=== Problem to solve ===
Could you repeat the records shown below exactly as written?

(Records drawn from a dataset)

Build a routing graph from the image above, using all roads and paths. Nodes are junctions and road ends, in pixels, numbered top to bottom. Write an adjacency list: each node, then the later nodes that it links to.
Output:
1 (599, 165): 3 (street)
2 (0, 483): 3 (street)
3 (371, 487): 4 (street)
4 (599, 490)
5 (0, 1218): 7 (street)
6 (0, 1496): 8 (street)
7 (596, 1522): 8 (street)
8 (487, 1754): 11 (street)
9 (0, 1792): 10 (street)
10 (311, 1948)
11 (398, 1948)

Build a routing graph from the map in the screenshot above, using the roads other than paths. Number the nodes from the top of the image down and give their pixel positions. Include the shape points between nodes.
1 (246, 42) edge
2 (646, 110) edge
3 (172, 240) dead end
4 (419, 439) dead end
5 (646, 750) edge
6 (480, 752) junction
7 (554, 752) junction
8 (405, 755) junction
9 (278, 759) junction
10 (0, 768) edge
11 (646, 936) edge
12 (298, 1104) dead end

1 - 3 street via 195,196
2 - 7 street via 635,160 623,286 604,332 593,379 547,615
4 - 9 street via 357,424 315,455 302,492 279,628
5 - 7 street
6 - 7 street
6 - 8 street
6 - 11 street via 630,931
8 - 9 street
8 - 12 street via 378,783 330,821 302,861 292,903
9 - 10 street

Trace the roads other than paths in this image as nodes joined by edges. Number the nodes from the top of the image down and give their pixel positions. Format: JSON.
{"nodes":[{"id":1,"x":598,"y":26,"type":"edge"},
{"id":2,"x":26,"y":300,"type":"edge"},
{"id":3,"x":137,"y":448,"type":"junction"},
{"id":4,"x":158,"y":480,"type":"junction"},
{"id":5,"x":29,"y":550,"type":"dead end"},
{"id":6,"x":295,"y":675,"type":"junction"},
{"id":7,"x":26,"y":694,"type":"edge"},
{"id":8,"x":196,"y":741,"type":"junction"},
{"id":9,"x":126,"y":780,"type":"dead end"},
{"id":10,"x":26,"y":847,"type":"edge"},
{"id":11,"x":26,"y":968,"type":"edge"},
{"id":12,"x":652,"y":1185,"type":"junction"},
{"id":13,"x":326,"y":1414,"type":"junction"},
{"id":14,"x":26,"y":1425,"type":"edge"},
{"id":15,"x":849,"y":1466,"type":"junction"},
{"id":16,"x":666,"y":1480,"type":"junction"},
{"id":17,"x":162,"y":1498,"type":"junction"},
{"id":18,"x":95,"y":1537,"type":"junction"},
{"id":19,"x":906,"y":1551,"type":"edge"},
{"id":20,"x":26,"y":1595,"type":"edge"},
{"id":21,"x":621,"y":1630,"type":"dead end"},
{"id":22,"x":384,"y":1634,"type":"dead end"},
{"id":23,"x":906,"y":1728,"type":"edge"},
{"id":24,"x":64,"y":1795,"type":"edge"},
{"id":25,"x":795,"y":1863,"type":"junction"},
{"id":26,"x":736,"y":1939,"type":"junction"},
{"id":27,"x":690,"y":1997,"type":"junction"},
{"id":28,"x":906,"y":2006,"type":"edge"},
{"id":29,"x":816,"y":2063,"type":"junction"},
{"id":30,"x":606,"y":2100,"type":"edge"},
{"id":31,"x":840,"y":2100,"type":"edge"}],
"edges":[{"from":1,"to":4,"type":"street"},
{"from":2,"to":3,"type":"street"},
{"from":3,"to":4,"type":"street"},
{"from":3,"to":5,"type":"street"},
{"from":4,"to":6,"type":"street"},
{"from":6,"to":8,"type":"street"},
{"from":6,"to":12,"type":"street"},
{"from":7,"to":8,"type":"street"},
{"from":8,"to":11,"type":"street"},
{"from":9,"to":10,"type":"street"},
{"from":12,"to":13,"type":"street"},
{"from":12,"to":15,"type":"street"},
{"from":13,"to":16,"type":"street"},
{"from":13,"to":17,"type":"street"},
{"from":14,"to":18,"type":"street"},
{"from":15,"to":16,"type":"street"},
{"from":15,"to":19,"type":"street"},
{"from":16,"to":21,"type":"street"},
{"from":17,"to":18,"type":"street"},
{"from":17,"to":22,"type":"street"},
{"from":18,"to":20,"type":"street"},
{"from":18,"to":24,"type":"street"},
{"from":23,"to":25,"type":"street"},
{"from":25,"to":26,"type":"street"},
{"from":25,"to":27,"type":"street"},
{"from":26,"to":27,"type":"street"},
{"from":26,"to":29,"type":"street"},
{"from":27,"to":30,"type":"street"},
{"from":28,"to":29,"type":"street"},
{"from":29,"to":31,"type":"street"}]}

=== Task output ===
Build a routing graph from the image above, using all roads and paths. Nodes are junctions and road ends, in pixels, numbered top to bottom. Write an adjacency list: each node, then the later nodes that it links to.
Output:
1 (599, 165): 3 (street)
2 (0, 483): 3 (street)
3 (371, 487): 4 (street)
4 (599, 490)
5 (0, 1218): 7 (street)
6 (0, 1496): 8 (street)
7 (596, 1522): 8 (street)
8 (487, 1754): 11 (street)
9 (0, 1792): 10 (street)
10 (311, 1948)
11 (398, 1948)

Build a routing graph from the map in the screenshot above, using the roads other than paths. Number the nodes from the top of the image down and give their pixel positions. Include the shape points between nodes.
1 (246, 42) edge
2 (646, 110) edge
3 (172, 240) dead end
4 (419, 439) dead end
5 (646, 750) edge
6 (480, 752) junction
7 (554, 752) junction
8 (405, 755) junction
9 (278, 759) junction
10 (0, 768) edge
11 (646, 936) edge
12 (298, 1104) dead end

1 - 3 street via 195,196
2 - 7 street via 635,160 623,286 604,332 593,379 547,615
4 - 9 street via 357,424 315,455 302,492 279,628
5 - 7 street
6 - 7 street
6 - 8 street
6 - 11 street via 630,931
8 - 9 street
8 - 12 street via 378,783 330,821 302,861 292,903
9 - 10 street

Trace the roads other than paths in this image as nodes joined by edges. Number the nodes from the top of the image down and give their pixel positions. Format: JSON.
{"nodes":[{"id":1,"x":598,"y":26,"type":"edge"},
{"id":2,"x":26,"y":300,"type":"edge"},
{"id":3,"x":137,"y":448,"type":"junction"},
{"id":4,"x":158,"y":480,"type":"junction"},
{"id":5,"x":29,"y":550,"type":"dead end"},
{"id":6,"x":295,"y":675,"type":"junction"},
{"id":7,"x":26,"y":694,"type":"edge"},
{"id":8,"x":196,"y":741,"type":"junction"},
{"id":9,"x":126,"y":780,"type":"dead end"},
{"id":10,"x":26,"y":847,"type":"edge"},
{"id":11,"x":26,"y":968,"type":"edge"},
{"id":12,"x":652,"y":1185,"type":"junction"},
{"id":13,"x":326,"y":1414,"type":"junction"},
{"id":14,"x":26,"y":1425,"type":"edge"},
{"id":15,"x":849,"y":1466,"type":"junction"},
{"id":16,"x":666,"y":1480,"type":"junction"},
{"id":17,"x":162,"y":1498,"type":"junction"},
{"id":18,"x":95,"y":1537,"type":"junction"},
{"id":19,"x":906,"y":1551,"type":"edge"},
{"id":20,"x":26,"y":1595,"type":"edge"},
{"id":21,"x":621,"y":1630,"type":"dead end"},
{"id":22,"x":384,"y":1634,"type":"dead end"},
{"id":23,"x":906,"y":1728,"type":"edge"},
{"id":24,"x":64,"y":1795,"type":"edge"},
{"id":25,"x":795,"y":1863,"type":"junction"},
{"id":26,"x":736,"y":1939,"type":"junction"},
{"id":27,"x":690,"y":1997,"type":"junction"},
{"id":28,"x":906,"y":2006,"type":"edge"},
{"id":29,"x":816,"y":2063,"type":"junction"},
{"id":30,"x":606,"y":2100,"type":"edge"},
{"id":31,"x":840,"y":2100,"type":"edge"}],
"edges":[{"from":1,"to":4,"type":"street"},
{"from":2,"to":3,"type":"street"},
{"from":3,"to":4,"type":"street"},
{"from":3,"to":5,"type":"street"},
{"from":4,"to":6,"type":"street"},
{"from":6,"to":8,"type":"street"},
{"from":6,"to":12,"type":"street"},
{"from":7,"to":8,"type":"street"},
{"from":8,"to":11,"type":"street"},
{"from":9,"to":10,"type":"street"},
{"from":12,"to":13,"type":"street"},
{"from":12,"to":15,"type":"street"},
{"from":13,"to":16,"type":"street"},
{"from":13,"to":17,"type":"street"},
{"from":14,"to":18,"type":"street"},
{"from":15,"to":16,"type":"street"},
{"from":15,"to":19,"type":"street"},
{"from":16,"to":21,"type":"street"},
{"from":17,"to":18,"type":"street"},
{"from":17,"to":22,"type":"street"},
{"from":18,"to":20,"type":"street"},
{"from":18,"to":24,"type":"street"},
{"from":23,"to":25,"type":"street"},
{"from":25,"to":26,"type":"street"},
{"from":25,"to":27,"type":"street"},
{"from":26,"to":27,"type":"street"},
{"from":26,"to":29,"type":"street"},
{"from":27,"to":30,"type":"street"},
{"from":28,"to":29,"type":"street"},
{"from":29,"to":31,"type":"street"}]}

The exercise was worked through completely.